A Court of Military Review may review any court-martial case subject to action by the Judge Advocate General under 10 U.S.C. 869, if such review is ordered by the Judge Advocate General. In this regard, the Judge Advocate General did not order the Court of Military Appeals to review Green's court-martial. Green later filed a petition for extraordinary relief with the United States Court of Military Appeals under the All Writs Act, 28 U.S.C. 1651(a). That petition was denied.

It was in this general setting that Green instituted the present action in the United States District Court for the District of Wyoming, naming as defendants Major General Morehouse, then the Judge Advocate General of the United States Air Force, the Secretary of the United States Air Force, and the United States Air Force.3 Jurisdiction was based on 28 U.S.C. 1331 (Federal Question), 28 U.S.C. 1361 (Mandamus), and 28 U.S.C. 2201 (Declaratory Relief). By way of relief, Green asked the district court to "[e]nter a judgment that Plaintiff's conviction by general court-martial is void, by virtue of constitutional denials of due process of law and lack of notice of proscribed conduct."

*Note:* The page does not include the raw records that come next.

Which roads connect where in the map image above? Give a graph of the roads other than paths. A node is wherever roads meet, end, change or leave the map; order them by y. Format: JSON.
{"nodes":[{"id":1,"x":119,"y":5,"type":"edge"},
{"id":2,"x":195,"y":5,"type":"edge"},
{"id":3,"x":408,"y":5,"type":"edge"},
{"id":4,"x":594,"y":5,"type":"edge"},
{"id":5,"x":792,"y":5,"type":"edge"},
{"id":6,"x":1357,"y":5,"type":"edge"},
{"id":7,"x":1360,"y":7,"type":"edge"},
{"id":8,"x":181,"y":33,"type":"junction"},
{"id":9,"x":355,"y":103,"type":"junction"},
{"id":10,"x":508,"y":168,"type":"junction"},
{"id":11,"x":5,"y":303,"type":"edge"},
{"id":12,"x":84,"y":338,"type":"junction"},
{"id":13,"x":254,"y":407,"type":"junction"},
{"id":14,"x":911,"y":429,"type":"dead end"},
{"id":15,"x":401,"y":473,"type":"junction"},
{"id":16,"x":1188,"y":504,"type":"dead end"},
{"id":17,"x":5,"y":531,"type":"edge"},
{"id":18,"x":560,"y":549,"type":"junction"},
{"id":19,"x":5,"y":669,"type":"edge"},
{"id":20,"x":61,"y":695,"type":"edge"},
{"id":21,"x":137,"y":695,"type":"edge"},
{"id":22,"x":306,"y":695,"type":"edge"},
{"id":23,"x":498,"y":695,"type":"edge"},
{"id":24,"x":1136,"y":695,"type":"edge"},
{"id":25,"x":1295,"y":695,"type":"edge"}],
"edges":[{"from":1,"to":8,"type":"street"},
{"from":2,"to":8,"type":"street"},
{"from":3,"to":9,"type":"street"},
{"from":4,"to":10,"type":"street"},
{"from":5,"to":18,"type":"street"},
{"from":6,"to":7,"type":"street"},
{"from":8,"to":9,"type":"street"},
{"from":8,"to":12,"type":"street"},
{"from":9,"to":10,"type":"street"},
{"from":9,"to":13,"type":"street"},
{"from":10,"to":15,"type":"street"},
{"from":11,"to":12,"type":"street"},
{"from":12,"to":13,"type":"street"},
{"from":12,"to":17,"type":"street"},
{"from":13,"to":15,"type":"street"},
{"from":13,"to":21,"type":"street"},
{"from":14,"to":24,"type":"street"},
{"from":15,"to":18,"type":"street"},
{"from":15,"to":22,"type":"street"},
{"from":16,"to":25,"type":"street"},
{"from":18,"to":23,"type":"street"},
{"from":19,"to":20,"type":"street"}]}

Green's complaint set forth two claims for relief. In her first claim, Green alleged that she had been denied "due process and proper notice under the United States Constitution" since the charge of "fraternization" was based on "custom," rather than statute or regulation, which did not afford her reasonable notice of the proscribed conduct. This particular matter had been presented to Green's court-martial by a motion to dismiss before the court-martial trial commenced, and by a motion for a directed verdict after the prosecution had presented its case. Both motions were denied. In her complaint in the district court, Green alleged that she had later raised the issue of "denial of notice and due process of law" in her petition under 10 U.S.C. 869 to the Judge Advocate General.

Green's second claim for relief in her complaint in district court was based on the fact that at her court-martial the military trial judge excluded, as irrelevant, certain evidence "showing there existed a substantial number of officer-enlisted married couples who were on active duty within the United States Air Force," some of whom were assigned to F.E. Warren A.F.B. Such evidence, she said, would have rebutted the prosecution's evidence showing a "custom" of prohibiting fraternization within the United States Air Force.